Nonreciprocal superconducting critical currents with normal state field trainability in kagome superconductor CsV3Sb5

TL;DR

This study reveals spontaneous and trainable time-reversal symmetry breaking in the normal state of CsV3Sb5, leading to nonreciprocal superconducting critical currents indicative of underlying topological and symmetry-breaking phenomena.

Contribution

It demonstrates that the charge density wave state in CsV3Sb5 exhibits trainable TRS breaking, influencing superconducting current asymmetries.

Findings

Nonreciprocal critical currents observed at zero magnetic field.

Polarity of asymmetry changes randomly with thermal cycling.

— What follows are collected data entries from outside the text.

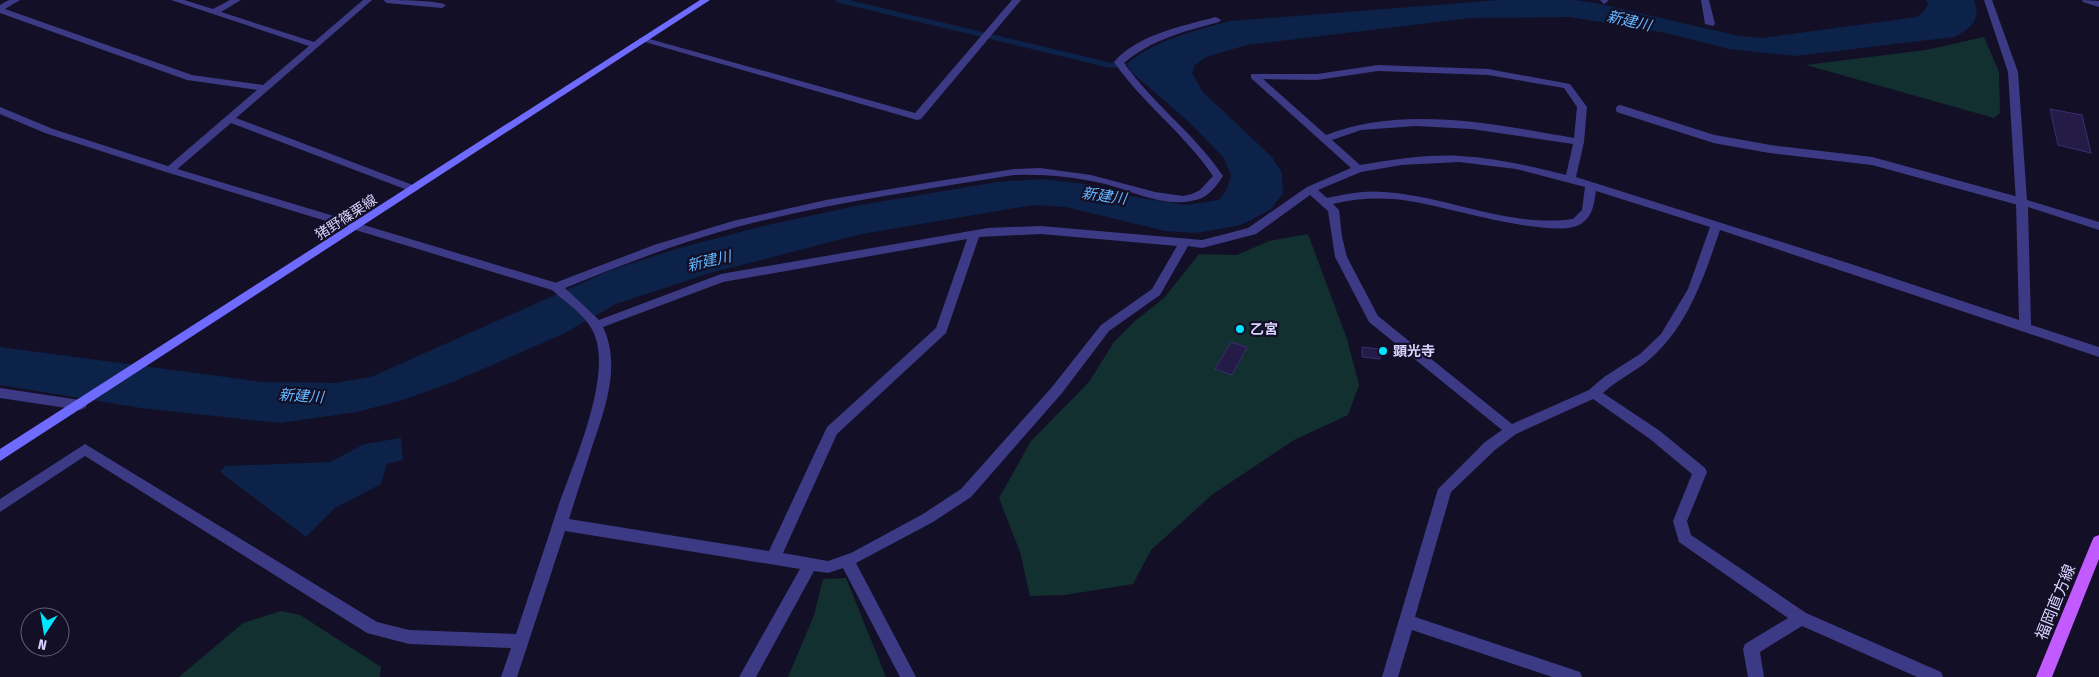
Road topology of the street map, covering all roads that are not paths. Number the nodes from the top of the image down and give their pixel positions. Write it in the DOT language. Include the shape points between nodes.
graph roads {
  1 [pos="16,0"];
  2 [pos="175,0"];
  3 [pos="237,0"];
  4 [pos="387,0"];
  5 [pos="706,0"];
  6 [pos="1017,0"];
  7 [pos="1705,0"];
  8 [pos="1988,0"];
  9 [pos="2086,0"];
  10 [pos="363,1"];
  11 [pos="2099,4"];
  12 [pos="442,5"];
  13 [pos="0,9"];
  14 [pos="214,12"];
  15 [pos="1216,20"];
  16 [pos="1710,24"];
  17 [pos="643,40"];
  18 [pos="315,45"];
  19 [pos="264,88"];
  20 [pos="1620,109"];
  21 [pos="0,110"];
  22 [pos="229,119"];
  23 [pos="1325,139"];
  24 [pos="1579,142"];
  25 [pos="1358,169"];
  26 [pos="170,170"];
  27 [pos="1570,179"];
  28 [pos="1591,186"];
  29 [pos="414,189"];
  30 [pos="1311,189"];
  31 [pos="1326,202"];
  32 [pos="2022,202"];
  33 [pos="1716,226"];
  34 [pos="2099,226"];
  35 [pos="359,227"];
  36 [pos="974,234"];
  37 [pos="1184,243"];
  38 [pos="556,287"];
  39 [pos="597,325"];
  40 [pos="2025,326"];
  41 [pos="2099,352"];
  42 [pos="0,393"];
  43 [pos="1594,393"];
  44 [pos="80,405"];
  45 [pos="1511,430"];
  46 [pos="0,456"];
  47 [pos="0,506"];
  48 [pos="560,524"];
  49 [pos="2099,540"];
  50 [pos="773,559"];
  51 [pos="847,560"];
  52 [pos="810,565"];
  53 [pos="1801,618"];
  54 [pos="1405,621"];
  55 [pos="521,641"];
  56 [pos="509,677"];
  57 [pos="747,677"];
  58 [pos="908,677"];
  59 [pos="1390,677"];
  60 [pos="1574,677"];
  61 [pos="1756,677"];
  62 [pos="1935,677"];
  63 [pos="2044,677"];
  1 -- 13 [label="street"];
  2 -- 14 [label="street"];
  3 -- 14 [label="street"];
  4 -- 12 [label="street"];
  5 -- 17 [label="main road, 猪野篠栗線"];
  6 -- 17 [label="street" via="917,117"];
  7 -- 16 [label="street"];
  8 -- 32 [label="street" via="2013,72"];
  9 -- 11 [label="street"];
  10 -- 18 [label="street"];
  13 -- 19 [label="street" via="190,78"];
  14 -- 18 [label="street"];
  15 -- 38 [label="street" via="1190,27 1130,52 1119,62 1129,78 1157,104 1218,176 1210,188 1192,198 1162,197 1071,173 1014,172 912,187 763,217 632,256"];
  17 -- 29 [label="main road, 猪野篠栗線"];
  18 -- 19 [label="street"];
  19 -- 22 [label="street"];
  20 -- 32 [label="lane" via="1714,140 1872,161"];
  21 -- 26 [label="street" via="49,131"];
  22 -- 26 [label="street"];
  22 -- 29 [label="street"];
  23 -- 24 [label="street" via="1360,128 1451,123"];
  23 -- 24 [label="street" via="1254,76 1317,77 1378,68 1488,72 1567,86 1582,107"];
  23 -- 25 [label="street"];
  24 -- 27 [label="street"];
  25 -- 27 [label="street" via="1401,162 1459,159 1516,166"];
  25 -- 30 [label="street"];
  26 -- 35 [label="street"];
  27 -- 28 [label="street"];
  28 -- 31 [label="street" via="1587,211 1576,222 1549,224 1513,220 1402,196 1368,194"];
  28 -- 33 [label="street"];
  29 -- 35 [label="main road, 猪野篠栗線"];
  30 -- 31 [label="street"];
  30 -- 37 [label="street" via="1252,231 1202,244"];
  31 -- 45 [label="street" via="1333,210 1341,257 1374,319"];
  32 -- 34 [label="street"];
  32 -- 40 [label="street"];
  33 -- 40 [label="street"];
  33 -- 43 [label="street" via="1694,289 1665,337 1644,357"];
  35 -- 38 [label="street"];
  35 -- 44 [label="main road, 猪野篠栗線"];
  36 -- 37 [label="street" via="1041,230"];
  36 -- 39 [label="street" via="721,278"];
  36 -- 50 [label="street" via="942,330 832,431"];
  37 -- 51 [label="street" via="1156,292 1105,328 1057,390 966,493 928,518"];
  38 -- 39 [label="street"];
  39 -- 48 [label="street" via="606,350 606,375"];
  40 -- 41 [label="street"];
  42 -- 44 [label="street"];
  43 -- 45 [label="street"];
  43 -- 53 [label="street" via="1655,435 1700,472 1680,521 1684,538"];
  44 -- 46 [label="main road, 猪野篠栗線"];
  45 -- 54 [label="street" via="1445,488"];
  47 -- 55 [label="street" via="85,448 373,628 409,637"];
  48 -- 50 [label="street"];
  48 -- 55 [label="street"];
  49 -- 63 [label="main road, 福岡直方線"];
  50 -- 52 [label="street"];
  51 -- 52 [label="street" via="828,567"];
  51 -- 58 [label="street"];
  52 -- 57 [label="street"];
  53 -- 61 [label="street" via="1751,649"];
  53 -- 62 [label="street"];
  54 -- 59 [label="street"];
  54 -- 60 [label="street"];
  55 -- 56 [label="street"];
}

Applying and removing a magnetic field trains the asymmetry polarity.

Abstract

Determining time-reversal symmetry (TRS) and chirality in the superconducting state and its relation to normal-state symmetry and topology are important issues in condensed matter physics. Here, we report nonreciprocal superconducting critical currents (Ic) at zero magnetic field in kagome superconductor CsV3Sb5 nanodevices: Ic differs for opposite directions, indicating spontaneous TRS and inversion symmetry breakings. The polarity of Ic asymmetry changes randomly in repeated thermal cycling to 300 K, consistent with spontaneous TRS breaking. Crucially, on applying a perpendicular magnetic field above the charge density wave (CDW) transition temperature and then removing it to zero above the superconducting onset temperature (Tc), the polarity of Ic asymmetry follows the field direction, ascertaining that the CDW state has a macroscopic and trainable TRS-breaking directionality. The symmetry breaking continues into the superconducting state and generates the nonreciprocal critical currents. These results provide evidence for the loop-current CDW normal state with TRS breaking in CsV3Sb5.